Excerpts from a dataset:
::::::::

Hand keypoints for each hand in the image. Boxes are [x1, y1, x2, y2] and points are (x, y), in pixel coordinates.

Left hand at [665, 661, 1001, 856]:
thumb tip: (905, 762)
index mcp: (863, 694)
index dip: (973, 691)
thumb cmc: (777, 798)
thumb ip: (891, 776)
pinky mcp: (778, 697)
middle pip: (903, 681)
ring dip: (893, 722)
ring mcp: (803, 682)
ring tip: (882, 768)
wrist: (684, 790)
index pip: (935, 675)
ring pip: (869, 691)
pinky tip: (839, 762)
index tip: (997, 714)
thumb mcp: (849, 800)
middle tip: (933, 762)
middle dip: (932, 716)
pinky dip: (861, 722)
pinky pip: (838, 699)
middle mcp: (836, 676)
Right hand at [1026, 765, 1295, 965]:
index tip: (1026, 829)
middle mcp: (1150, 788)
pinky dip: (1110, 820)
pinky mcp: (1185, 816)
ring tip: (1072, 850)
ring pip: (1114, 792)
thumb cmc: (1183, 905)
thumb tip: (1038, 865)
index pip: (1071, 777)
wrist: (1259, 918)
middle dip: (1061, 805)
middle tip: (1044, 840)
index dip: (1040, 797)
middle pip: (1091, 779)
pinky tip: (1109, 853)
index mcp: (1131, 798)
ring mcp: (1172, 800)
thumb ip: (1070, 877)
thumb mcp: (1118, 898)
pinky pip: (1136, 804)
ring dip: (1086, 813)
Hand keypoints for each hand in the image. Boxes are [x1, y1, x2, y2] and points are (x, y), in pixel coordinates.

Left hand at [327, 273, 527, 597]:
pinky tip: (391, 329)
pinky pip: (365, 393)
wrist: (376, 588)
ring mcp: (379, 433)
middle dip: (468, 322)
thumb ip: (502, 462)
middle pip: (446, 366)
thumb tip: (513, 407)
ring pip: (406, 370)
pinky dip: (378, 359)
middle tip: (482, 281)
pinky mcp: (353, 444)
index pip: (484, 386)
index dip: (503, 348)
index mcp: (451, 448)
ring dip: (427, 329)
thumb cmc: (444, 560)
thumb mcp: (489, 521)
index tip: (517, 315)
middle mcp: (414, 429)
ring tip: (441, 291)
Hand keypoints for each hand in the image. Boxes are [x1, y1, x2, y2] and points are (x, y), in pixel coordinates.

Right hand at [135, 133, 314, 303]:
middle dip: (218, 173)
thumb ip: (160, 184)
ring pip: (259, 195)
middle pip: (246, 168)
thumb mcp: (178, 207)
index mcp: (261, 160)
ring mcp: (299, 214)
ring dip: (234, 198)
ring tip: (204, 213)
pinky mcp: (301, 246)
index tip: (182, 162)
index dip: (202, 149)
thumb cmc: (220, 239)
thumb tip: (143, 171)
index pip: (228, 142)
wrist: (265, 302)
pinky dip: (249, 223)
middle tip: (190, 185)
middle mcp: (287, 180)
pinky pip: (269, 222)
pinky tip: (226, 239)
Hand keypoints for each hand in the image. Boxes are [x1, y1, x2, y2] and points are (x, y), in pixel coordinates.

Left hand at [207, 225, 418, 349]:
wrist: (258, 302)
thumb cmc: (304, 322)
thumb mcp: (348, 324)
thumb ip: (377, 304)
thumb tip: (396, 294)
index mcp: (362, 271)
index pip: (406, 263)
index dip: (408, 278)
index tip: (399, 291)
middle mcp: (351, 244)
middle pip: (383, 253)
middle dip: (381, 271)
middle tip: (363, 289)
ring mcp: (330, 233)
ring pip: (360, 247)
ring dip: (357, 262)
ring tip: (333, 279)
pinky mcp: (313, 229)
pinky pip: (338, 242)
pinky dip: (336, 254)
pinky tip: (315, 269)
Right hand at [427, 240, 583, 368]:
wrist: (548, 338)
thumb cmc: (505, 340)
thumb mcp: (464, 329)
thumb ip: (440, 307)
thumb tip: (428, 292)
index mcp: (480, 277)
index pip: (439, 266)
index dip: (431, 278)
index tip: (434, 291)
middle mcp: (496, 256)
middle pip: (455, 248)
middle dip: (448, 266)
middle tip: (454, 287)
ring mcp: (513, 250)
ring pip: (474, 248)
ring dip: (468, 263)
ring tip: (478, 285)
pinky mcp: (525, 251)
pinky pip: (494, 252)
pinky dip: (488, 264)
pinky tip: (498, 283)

::::::::

| Directions for this task |
Check each line of the data above for the word "Left", then state how many lines have it. Give the number alone.

| Exercise response |
3